Optimization of Renal Organoid and Organotypic Culture for Vascularization, Extended Development, and Improved Microscopy Imaging.

Abstract

Embryonic kidney organotypic cultures, and especially pluripotent stem cell-derived kidney organoids, are excellent tools for following developmental processes and modelling kidney disease. However, the models are limited by a lack of vascularization and functionality. To address this, an improved protocol for the method of xenografting cells and tissues to the chorioallantoic membrane (CAM) of an avian embryo to gain vascularization and restoration of blood flow was developed.

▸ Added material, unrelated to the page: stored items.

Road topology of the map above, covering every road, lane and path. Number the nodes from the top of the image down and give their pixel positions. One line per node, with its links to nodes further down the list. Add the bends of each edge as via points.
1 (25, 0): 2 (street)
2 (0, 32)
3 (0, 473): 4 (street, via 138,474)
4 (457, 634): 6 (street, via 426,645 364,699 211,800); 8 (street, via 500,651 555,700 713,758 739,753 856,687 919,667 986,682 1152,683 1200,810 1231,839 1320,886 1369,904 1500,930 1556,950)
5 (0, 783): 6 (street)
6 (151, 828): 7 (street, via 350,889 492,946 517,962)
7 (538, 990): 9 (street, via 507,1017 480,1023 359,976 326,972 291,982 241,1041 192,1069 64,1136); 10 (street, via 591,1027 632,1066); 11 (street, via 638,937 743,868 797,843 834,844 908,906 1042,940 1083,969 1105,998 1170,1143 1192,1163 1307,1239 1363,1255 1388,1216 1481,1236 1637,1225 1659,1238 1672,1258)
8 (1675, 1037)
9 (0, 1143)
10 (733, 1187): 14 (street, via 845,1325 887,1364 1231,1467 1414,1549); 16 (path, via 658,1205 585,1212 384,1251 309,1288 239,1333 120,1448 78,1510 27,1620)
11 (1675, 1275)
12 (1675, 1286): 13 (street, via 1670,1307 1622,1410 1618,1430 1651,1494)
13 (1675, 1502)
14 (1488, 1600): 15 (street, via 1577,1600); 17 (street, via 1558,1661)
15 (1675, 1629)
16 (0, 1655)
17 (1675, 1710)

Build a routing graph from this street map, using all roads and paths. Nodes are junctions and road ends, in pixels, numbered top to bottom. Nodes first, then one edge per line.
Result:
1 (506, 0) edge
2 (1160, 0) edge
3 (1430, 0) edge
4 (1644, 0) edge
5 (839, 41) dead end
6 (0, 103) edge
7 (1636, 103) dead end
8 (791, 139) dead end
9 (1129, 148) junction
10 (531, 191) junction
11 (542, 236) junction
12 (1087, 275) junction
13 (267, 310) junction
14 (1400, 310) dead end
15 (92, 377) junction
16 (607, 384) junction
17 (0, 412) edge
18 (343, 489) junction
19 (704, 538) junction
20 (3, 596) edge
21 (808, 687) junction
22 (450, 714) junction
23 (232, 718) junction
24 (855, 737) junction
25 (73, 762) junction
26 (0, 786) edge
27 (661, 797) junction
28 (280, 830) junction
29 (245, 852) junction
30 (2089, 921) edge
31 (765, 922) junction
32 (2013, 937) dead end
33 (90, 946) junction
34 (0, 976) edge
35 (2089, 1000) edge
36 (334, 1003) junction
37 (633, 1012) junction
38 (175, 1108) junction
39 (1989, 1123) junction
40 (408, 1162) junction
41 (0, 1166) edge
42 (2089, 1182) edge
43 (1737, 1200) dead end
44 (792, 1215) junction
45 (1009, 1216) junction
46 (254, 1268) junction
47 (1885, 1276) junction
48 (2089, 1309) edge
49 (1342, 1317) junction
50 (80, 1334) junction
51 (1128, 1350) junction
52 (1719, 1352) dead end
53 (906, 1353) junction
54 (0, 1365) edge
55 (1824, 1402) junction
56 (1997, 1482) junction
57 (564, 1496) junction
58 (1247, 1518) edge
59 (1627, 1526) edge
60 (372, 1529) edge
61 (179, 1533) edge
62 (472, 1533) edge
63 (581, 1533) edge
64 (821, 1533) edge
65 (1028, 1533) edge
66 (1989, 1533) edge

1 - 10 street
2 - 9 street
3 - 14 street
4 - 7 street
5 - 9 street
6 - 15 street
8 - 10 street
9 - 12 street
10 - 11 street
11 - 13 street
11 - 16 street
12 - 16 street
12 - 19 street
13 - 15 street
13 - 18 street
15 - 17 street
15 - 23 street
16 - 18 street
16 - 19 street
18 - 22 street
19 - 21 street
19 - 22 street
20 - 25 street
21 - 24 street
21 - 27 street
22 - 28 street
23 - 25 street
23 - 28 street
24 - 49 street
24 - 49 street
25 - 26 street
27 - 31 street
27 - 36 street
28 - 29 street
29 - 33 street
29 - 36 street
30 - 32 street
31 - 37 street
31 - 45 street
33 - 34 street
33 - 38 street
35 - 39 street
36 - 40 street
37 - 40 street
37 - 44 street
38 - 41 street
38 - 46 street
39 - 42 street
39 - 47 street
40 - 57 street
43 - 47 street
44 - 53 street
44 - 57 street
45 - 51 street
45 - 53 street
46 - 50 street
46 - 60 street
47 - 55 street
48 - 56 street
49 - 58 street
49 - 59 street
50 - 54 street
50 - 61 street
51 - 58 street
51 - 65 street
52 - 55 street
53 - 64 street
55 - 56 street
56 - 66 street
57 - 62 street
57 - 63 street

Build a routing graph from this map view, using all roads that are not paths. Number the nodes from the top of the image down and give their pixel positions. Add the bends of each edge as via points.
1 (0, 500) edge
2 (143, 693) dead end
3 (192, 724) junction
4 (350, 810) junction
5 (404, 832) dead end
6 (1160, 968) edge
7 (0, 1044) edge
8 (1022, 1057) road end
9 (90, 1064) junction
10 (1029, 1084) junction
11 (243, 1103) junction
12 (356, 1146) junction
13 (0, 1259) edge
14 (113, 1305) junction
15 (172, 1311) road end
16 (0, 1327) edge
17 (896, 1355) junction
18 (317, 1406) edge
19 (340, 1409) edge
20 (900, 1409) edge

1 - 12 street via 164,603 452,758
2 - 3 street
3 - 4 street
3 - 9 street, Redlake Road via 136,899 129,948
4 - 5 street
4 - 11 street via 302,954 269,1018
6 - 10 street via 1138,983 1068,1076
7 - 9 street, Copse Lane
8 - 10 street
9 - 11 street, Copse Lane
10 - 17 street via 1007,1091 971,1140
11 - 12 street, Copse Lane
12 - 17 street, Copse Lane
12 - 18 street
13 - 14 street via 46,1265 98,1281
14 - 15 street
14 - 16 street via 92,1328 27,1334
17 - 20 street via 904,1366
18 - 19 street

The grafts are overlaid with custom-made minireservoirs that fix the samples to the CAM and supply them with culture medium that protects the grafts from drying. The improved culture method allows xenografts to grow for up to 9 days. The manuscript also describes how to provide optimal conditions for long-term confocal imaging of renal organoids and organotypic cultures using the previously published Fixed Z-Direction (FiZD) method. This method gently compresses an embryonic organ or organoid between a glass coverslip and membrane in a large amount of medium and provides excellent conditions for imaging for up to 12 days. Together, these methods allow vascularization and blood flow to renal organoids and organotypic kidney cultures with improved confocal imaging. The methods described here are highly beneficial for studying fundamental and applied functions of kidneys ex vivo. Both methods are applicable to various types of tissues and organoids.